PROBLEM:
Tally every line in the listing that holds the string "mouth", then state the total and nothing more.

--- DATA FOR REVIEW Enclosed Below ---

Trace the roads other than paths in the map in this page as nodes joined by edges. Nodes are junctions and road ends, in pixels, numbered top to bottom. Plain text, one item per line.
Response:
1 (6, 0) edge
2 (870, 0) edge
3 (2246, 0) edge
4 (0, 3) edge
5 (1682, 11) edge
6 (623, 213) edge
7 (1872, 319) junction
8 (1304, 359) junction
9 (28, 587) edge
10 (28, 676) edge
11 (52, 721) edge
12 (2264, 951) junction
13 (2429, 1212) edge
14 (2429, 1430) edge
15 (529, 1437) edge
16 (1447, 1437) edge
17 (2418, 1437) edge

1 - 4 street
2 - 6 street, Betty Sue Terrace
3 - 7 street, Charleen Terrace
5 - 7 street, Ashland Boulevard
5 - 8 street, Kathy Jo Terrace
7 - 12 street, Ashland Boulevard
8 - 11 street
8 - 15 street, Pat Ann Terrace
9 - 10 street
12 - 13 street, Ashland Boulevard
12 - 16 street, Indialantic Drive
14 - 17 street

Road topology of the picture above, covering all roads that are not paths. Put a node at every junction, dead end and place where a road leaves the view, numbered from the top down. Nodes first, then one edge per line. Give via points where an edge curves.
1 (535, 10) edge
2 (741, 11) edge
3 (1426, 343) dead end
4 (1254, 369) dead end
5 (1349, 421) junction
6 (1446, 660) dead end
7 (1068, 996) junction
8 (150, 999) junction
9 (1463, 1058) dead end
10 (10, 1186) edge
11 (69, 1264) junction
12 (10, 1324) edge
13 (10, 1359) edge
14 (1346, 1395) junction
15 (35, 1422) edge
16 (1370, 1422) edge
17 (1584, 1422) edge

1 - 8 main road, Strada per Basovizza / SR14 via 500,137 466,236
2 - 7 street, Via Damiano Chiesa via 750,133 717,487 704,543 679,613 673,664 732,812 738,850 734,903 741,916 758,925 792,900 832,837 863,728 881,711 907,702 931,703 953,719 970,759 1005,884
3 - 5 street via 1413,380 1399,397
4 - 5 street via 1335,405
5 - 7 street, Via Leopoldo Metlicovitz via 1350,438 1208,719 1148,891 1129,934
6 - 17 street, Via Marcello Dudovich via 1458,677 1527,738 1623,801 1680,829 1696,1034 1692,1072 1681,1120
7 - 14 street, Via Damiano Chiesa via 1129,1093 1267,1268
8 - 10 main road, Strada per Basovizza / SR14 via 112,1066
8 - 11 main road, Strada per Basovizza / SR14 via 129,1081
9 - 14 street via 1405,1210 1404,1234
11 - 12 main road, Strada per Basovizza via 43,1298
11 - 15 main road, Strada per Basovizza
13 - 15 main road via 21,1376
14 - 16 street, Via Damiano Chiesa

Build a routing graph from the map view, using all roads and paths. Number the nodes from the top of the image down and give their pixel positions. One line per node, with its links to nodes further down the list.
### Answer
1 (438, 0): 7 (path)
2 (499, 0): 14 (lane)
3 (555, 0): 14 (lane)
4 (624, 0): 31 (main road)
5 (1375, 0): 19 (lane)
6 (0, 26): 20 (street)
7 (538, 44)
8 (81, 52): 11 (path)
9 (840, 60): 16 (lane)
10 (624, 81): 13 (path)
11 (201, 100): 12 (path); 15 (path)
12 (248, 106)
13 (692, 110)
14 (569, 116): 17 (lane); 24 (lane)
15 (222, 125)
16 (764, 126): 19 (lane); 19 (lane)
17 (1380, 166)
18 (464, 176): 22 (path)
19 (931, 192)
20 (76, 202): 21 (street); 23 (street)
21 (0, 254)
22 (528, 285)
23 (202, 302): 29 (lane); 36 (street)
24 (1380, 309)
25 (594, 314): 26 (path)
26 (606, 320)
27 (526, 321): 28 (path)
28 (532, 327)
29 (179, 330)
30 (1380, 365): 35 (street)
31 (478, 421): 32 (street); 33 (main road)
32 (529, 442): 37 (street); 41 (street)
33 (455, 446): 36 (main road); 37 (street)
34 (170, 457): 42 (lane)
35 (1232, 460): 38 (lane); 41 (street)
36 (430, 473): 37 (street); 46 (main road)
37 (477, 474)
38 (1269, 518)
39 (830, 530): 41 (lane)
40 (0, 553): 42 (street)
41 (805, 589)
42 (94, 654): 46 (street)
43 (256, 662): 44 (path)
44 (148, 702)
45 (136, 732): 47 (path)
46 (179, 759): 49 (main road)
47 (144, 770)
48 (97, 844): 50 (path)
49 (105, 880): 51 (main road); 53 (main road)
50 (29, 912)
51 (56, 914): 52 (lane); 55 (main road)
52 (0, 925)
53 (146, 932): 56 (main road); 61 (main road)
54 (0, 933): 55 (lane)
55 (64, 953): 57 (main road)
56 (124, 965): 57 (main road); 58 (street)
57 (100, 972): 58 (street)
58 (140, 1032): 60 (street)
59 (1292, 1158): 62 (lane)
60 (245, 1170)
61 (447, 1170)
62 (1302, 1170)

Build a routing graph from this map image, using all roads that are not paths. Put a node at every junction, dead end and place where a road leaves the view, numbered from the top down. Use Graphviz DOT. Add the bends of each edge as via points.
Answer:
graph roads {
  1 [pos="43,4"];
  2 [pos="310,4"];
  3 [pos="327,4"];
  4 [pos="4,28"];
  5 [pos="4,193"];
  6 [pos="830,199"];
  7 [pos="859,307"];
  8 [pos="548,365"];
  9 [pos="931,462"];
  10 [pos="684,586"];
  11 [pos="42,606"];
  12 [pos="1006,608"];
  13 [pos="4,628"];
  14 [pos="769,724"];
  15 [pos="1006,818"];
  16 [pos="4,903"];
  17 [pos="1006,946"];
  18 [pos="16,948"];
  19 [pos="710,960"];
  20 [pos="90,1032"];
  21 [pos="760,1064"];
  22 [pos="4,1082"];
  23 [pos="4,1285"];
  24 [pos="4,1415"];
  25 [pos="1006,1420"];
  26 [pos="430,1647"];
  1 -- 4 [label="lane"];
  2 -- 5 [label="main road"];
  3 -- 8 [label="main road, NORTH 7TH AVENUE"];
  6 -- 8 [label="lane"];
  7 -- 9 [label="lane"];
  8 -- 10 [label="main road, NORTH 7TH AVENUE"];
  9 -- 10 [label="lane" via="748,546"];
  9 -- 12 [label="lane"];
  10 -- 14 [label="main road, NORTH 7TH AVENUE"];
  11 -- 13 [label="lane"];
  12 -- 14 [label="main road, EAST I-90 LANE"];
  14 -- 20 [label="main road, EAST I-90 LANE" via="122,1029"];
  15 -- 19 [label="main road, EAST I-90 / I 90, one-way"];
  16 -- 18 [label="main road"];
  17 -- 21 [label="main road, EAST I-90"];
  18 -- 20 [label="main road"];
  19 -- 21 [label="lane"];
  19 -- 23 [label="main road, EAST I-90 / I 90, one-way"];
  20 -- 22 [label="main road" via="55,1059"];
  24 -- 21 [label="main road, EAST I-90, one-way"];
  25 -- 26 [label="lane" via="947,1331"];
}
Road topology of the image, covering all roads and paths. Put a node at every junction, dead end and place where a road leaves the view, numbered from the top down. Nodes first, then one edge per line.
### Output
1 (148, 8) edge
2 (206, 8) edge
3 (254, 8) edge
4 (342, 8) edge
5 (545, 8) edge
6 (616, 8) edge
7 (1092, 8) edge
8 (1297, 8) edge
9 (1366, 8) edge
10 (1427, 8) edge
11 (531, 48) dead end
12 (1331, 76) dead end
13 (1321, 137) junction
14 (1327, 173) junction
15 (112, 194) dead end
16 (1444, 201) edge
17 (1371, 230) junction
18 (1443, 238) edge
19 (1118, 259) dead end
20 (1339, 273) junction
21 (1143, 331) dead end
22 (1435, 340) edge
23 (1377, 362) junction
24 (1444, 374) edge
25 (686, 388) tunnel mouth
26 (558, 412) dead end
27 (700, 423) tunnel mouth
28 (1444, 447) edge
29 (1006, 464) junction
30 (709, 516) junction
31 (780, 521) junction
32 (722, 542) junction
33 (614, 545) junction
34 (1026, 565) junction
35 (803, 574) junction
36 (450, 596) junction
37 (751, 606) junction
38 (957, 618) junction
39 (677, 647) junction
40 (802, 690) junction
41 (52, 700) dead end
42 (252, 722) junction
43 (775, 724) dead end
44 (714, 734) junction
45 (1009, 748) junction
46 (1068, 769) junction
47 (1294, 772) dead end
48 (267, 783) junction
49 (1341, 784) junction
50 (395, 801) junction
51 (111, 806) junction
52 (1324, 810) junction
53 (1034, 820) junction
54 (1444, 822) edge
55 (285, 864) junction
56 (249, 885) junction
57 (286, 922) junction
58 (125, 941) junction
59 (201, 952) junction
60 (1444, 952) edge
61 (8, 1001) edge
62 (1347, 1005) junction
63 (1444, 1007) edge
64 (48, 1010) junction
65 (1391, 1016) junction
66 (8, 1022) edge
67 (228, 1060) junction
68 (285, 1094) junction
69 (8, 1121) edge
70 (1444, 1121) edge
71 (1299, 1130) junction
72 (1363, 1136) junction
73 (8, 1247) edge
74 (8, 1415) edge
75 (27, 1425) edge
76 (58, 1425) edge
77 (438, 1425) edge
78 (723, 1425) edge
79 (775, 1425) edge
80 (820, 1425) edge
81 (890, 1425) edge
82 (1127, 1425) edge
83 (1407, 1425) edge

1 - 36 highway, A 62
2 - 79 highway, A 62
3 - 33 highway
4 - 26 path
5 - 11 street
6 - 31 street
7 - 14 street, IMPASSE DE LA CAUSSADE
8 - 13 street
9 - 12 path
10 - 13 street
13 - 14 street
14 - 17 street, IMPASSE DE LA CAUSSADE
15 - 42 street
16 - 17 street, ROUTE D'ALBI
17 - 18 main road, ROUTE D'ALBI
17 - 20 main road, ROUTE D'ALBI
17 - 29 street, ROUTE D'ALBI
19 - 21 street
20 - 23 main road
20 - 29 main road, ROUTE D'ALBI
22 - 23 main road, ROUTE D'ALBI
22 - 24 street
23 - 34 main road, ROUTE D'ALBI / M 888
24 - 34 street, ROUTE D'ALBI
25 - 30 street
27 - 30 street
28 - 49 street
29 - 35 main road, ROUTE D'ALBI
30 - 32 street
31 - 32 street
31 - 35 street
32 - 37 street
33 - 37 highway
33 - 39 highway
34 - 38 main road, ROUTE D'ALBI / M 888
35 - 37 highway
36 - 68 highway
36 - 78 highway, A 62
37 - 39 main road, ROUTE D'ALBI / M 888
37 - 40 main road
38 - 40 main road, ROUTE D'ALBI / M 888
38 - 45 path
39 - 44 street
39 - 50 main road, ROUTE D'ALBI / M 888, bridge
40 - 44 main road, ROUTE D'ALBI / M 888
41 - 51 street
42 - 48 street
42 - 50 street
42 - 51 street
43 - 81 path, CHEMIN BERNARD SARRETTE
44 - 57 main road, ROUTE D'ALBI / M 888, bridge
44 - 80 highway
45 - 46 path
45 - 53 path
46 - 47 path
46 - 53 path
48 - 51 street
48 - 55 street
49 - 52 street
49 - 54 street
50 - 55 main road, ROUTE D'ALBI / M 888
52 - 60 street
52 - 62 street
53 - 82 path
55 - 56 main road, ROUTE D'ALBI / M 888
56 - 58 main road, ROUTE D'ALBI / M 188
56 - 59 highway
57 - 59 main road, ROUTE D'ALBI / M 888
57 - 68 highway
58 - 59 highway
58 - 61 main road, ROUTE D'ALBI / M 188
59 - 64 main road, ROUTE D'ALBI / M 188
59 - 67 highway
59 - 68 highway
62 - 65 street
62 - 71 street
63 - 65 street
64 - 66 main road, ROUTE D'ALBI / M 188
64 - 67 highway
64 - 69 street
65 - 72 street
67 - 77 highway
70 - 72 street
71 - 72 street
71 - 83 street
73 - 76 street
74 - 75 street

--- End of Enclosed DATA FOR REVIEW ---

PROBLEM SOLUTION:
2